Iterate through `dfRandom` with `iter_rows` to create a list where each element is a tuple with the first two columns of `dfRandom`

In [10]:
%%timeit -n1 -r1
[(row[0], row[1]) for row in dfRandom.iter_rows()]

4.84 s ± 0 ns per loop (mean ± std. dev. of 1 run, 1 loop each)


How long does it take to iterate if we pre-`select` the columns of interest first?

In [11]:
%%timeit -n1 -r1

[(row[0], row[1]) for row in dfRandom.select("column_0", "column_1").iter_rows()]

383 ms ± 0 ns per loop (mean ± std. dev. of 1 run, 1 loop each)

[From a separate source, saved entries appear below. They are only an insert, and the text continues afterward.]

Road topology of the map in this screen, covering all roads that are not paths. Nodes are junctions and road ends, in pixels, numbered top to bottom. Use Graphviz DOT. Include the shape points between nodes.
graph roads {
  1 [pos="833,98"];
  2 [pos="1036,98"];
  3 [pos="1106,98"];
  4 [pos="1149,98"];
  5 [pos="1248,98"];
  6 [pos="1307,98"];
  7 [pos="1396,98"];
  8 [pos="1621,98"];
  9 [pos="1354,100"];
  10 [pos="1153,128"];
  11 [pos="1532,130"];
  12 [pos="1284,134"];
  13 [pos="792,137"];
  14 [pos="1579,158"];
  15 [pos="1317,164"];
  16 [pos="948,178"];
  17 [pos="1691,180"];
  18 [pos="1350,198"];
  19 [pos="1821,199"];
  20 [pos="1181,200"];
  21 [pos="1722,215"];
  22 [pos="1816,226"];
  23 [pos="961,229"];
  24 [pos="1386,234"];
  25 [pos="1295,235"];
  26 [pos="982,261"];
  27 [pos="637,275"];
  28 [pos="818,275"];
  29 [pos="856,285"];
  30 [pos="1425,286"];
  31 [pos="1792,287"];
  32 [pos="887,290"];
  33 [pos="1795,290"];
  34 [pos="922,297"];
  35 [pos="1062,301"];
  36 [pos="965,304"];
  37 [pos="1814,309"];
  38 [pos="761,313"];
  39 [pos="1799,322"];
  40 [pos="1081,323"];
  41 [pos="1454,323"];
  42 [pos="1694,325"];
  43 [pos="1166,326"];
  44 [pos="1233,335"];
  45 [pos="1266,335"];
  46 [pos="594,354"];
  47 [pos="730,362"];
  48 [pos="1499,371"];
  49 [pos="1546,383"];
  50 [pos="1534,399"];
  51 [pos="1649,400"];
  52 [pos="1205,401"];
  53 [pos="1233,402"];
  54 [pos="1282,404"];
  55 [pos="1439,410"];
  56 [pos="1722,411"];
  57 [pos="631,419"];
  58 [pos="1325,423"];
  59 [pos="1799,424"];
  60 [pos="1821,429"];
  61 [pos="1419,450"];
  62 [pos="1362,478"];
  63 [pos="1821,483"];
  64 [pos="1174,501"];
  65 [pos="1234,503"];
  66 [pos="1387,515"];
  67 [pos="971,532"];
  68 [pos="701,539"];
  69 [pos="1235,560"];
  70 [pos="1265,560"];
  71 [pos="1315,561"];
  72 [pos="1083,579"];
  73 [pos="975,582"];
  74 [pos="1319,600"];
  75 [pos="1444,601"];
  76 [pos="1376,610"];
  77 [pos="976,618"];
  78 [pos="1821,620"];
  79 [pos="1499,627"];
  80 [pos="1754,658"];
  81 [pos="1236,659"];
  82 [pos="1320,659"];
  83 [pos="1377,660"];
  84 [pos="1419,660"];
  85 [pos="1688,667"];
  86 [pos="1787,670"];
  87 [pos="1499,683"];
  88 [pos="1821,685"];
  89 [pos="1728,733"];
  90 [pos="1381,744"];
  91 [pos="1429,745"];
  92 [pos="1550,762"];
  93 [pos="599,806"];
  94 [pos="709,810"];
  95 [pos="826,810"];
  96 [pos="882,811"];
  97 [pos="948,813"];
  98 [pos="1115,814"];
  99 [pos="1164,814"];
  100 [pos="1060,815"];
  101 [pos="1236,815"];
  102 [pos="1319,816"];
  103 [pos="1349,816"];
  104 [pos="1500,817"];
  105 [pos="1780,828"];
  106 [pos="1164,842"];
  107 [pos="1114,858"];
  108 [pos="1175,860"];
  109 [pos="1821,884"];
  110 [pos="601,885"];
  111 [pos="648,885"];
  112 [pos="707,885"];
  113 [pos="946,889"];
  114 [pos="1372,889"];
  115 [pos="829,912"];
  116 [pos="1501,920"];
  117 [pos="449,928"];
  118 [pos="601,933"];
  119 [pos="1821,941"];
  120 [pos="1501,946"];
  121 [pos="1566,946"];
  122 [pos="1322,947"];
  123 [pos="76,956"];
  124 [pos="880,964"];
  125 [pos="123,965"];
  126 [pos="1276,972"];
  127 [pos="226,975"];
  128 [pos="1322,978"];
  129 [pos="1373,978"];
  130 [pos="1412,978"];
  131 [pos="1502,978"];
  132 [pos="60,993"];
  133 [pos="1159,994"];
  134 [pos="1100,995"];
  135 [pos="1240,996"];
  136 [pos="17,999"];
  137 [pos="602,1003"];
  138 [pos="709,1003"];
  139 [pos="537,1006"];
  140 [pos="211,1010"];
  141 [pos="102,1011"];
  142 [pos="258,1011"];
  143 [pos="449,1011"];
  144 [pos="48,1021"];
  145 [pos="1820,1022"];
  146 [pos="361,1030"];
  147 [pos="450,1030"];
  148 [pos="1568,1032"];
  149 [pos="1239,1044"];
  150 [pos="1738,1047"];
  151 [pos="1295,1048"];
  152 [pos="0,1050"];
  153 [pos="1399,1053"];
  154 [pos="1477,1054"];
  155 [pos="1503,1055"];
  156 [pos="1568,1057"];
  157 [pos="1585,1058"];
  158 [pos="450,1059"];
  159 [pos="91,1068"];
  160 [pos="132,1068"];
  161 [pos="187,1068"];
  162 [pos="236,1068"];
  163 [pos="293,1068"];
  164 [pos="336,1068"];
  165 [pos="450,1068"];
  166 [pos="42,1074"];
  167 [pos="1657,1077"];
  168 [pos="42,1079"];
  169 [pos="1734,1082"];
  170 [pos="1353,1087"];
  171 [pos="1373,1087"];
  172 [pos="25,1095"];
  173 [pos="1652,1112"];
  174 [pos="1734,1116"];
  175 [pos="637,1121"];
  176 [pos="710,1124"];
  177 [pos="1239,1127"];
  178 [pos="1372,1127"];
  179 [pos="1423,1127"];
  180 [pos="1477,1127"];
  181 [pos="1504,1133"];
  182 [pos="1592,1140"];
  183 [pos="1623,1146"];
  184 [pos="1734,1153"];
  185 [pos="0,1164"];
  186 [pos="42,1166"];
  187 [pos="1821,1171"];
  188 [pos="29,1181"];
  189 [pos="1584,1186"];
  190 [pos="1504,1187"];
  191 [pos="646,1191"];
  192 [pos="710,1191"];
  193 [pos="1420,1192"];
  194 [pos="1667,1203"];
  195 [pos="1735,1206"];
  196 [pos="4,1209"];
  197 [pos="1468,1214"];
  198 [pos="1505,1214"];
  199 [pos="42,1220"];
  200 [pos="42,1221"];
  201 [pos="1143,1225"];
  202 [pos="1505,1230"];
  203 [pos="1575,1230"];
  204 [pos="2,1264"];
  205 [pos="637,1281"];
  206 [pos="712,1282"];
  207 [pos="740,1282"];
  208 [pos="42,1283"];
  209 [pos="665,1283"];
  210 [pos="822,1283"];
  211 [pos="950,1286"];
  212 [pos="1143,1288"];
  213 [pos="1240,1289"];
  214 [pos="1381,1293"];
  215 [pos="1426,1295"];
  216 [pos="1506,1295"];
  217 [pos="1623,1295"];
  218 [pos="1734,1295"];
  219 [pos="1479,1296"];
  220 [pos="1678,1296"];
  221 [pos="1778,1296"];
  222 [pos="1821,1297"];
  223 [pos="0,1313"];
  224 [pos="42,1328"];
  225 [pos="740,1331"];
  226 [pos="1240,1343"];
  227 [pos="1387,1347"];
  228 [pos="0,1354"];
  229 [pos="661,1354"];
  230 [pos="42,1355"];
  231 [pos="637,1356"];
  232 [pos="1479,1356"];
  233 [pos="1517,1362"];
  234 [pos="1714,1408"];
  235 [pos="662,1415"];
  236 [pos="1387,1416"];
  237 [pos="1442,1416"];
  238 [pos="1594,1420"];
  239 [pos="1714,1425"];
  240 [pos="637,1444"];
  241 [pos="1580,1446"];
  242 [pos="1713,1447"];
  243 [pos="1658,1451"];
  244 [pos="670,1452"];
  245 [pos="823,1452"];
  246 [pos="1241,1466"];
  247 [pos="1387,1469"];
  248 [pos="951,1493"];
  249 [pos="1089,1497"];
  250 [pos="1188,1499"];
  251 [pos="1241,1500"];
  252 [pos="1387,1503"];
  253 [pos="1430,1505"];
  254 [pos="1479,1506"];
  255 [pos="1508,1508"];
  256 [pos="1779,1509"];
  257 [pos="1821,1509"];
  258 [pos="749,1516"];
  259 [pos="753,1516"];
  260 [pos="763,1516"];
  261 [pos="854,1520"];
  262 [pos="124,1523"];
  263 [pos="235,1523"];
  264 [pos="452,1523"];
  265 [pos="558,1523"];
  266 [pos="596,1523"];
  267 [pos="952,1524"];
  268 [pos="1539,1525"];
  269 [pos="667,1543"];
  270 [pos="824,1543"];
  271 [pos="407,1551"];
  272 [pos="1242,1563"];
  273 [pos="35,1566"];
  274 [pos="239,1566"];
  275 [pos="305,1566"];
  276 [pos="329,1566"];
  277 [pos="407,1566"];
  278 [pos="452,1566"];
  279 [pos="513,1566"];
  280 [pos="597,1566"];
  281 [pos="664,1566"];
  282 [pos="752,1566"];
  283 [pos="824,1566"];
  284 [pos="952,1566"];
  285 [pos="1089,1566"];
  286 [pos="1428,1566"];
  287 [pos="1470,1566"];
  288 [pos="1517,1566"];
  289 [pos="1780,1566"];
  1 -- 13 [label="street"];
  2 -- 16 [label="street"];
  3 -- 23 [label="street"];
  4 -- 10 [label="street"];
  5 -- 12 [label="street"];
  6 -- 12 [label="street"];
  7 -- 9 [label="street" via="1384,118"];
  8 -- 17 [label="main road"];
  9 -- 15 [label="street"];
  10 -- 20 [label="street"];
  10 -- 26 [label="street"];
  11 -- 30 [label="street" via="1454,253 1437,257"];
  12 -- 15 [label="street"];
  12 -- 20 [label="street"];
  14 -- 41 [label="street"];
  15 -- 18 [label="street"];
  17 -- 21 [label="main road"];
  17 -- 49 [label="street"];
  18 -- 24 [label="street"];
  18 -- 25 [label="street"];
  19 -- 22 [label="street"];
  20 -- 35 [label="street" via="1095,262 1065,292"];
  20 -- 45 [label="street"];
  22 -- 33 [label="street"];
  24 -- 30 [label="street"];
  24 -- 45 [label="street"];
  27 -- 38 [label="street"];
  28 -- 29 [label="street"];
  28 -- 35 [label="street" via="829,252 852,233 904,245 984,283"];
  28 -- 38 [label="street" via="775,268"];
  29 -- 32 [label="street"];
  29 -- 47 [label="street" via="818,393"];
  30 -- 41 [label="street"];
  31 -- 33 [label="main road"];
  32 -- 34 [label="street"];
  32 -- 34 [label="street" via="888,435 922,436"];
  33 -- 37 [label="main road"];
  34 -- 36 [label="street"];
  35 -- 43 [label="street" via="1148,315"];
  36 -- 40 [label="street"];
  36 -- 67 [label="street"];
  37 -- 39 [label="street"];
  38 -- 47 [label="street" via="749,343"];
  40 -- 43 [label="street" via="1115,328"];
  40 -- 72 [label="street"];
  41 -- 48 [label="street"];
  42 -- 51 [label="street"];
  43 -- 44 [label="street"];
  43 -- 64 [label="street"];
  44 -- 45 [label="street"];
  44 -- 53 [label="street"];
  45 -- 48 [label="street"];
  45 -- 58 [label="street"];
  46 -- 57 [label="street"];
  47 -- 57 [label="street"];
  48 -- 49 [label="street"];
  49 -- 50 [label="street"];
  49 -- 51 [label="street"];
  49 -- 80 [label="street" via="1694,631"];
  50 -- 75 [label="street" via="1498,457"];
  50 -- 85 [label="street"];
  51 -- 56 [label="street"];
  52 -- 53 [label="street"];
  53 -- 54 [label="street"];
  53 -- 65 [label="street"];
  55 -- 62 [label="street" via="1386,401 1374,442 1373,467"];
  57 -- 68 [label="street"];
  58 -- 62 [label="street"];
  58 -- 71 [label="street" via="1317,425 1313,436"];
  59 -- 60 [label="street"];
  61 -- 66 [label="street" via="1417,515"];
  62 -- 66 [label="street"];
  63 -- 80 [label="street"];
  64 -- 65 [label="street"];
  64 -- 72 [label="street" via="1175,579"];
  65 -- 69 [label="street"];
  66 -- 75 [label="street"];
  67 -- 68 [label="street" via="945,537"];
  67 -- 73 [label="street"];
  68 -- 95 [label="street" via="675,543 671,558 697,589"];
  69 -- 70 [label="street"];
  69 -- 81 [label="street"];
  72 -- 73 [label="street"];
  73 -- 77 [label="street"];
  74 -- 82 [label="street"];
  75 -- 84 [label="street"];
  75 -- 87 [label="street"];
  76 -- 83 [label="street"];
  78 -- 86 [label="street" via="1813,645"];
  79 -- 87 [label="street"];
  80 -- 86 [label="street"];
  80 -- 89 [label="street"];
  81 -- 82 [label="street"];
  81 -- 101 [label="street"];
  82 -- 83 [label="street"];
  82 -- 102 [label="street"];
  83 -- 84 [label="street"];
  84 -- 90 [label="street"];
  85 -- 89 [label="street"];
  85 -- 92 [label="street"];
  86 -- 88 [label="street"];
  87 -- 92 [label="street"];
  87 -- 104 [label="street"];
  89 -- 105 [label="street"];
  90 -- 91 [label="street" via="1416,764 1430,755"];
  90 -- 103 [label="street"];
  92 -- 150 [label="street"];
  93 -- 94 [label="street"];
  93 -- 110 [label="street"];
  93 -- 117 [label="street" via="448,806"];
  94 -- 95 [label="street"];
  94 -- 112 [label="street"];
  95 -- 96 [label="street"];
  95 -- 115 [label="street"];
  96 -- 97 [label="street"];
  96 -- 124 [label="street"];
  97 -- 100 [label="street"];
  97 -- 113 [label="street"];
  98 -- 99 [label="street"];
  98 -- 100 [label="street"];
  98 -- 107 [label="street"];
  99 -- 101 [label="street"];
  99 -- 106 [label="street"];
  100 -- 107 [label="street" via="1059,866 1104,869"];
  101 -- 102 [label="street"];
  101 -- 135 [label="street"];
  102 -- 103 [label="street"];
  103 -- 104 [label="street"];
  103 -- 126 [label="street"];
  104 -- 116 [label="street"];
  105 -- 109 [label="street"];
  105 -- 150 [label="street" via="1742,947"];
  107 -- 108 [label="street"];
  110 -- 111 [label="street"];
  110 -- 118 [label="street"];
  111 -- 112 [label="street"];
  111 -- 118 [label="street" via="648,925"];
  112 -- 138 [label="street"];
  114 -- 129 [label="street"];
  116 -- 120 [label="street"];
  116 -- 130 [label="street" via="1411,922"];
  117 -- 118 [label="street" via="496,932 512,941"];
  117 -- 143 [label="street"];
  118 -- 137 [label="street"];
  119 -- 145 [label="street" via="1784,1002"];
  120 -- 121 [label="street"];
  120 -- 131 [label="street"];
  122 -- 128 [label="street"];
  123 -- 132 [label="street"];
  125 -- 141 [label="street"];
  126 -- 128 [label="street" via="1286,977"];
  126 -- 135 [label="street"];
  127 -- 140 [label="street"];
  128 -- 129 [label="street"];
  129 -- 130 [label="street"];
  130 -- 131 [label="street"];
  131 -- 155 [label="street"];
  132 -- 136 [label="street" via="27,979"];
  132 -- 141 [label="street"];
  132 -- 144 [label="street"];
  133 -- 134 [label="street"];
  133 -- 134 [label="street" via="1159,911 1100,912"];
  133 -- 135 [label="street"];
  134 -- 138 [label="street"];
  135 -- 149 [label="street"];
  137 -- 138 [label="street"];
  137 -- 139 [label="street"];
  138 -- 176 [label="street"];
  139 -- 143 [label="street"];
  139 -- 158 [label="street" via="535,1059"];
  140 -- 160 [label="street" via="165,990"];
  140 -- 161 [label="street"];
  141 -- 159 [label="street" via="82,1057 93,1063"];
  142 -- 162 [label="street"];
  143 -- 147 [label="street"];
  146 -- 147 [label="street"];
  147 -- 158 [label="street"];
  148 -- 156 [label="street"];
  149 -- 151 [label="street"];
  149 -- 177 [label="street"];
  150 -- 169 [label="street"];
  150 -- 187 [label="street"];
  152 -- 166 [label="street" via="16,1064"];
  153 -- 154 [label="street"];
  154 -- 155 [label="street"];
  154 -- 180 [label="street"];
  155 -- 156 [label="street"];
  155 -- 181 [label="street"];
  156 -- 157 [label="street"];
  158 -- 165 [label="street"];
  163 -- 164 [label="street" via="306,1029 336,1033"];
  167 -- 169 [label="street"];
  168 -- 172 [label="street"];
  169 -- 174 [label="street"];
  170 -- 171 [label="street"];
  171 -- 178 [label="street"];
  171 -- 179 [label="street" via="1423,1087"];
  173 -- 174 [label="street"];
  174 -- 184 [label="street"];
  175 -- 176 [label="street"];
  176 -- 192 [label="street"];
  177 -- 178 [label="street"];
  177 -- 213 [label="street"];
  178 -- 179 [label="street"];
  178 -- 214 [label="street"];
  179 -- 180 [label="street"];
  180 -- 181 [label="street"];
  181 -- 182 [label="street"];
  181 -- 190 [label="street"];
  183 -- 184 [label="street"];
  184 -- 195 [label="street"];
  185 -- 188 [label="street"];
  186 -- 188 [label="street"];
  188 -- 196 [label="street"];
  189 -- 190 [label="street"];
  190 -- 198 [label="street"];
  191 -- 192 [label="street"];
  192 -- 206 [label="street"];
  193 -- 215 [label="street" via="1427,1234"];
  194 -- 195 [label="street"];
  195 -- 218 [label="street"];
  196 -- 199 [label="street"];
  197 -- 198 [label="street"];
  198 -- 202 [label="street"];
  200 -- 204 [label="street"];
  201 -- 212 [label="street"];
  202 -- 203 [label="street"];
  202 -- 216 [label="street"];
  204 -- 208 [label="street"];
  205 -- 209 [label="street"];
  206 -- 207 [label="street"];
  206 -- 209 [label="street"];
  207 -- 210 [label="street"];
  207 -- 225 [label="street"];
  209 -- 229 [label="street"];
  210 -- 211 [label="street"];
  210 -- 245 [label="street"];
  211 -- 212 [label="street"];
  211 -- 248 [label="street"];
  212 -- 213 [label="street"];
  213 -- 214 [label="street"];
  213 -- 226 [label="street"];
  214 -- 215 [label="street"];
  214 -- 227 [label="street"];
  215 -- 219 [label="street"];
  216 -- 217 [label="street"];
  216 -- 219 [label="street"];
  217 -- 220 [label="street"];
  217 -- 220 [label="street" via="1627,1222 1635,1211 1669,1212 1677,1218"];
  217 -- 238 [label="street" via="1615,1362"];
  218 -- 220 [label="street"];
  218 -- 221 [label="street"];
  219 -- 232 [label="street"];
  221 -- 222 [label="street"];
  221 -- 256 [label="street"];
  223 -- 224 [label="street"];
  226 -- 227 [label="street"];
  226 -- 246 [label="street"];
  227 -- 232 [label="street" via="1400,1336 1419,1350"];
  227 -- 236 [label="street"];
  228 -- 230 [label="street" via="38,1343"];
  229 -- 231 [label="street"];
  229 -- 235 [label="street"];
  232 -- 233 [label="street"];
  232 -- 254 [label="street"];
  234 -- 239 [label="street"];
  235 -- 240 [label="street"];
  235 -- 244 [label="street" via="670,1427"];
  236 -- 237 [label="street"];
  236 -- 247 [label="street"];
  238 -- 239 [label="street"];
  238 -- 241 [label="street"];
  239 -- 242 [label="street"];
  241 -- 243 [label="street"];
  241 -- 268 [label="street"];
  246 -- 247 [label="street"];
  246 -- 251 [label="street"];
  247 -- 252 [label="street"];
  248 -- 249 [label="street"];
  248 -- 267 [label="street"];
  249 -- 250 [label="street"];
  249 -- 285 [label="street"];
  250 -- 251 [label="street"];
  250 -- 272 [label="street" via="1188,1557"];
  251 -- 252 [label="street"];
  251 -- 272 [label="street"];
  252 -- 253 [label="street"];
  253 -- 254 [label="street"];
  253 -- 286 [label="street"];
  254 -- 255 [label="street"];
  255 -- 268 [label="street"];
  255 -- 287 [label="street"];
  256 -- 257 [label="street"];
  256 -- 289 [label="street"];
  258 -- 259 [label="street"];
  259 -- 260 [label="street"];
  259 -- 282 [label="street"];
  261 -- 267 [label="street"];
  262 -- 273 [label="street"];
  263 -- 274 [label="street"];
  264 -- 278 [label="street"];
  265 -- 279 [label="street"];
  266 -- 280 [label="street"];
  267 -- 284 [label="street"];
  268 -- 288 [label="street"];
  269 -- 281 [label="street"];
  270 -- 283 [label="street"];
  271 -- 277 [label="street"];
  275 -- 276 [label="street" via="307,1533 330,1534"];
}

Use pre-selected columns below.

Do the same iteration with `iter_rows` but use named columns

In [14]:
%%timeit -n1 -r1

[(row["column_0"], row["column_1"]) for row in dfRandom.select("column_0", "column_1").iter_rows(named=True)]

705 ms ± 0 ns per loop (mean ± std. dev. of 1 run, 1 loop each)


Compare the performance with the `rows` method

In [15]:
%%timeit -n1 -r1

[(row[0], row[1]) for row in dfRandom.select("column_0", "column_1").rows()]

360 ms ± 0 ns per loop (mean ± std. dev. of 1 run, 1 loop each)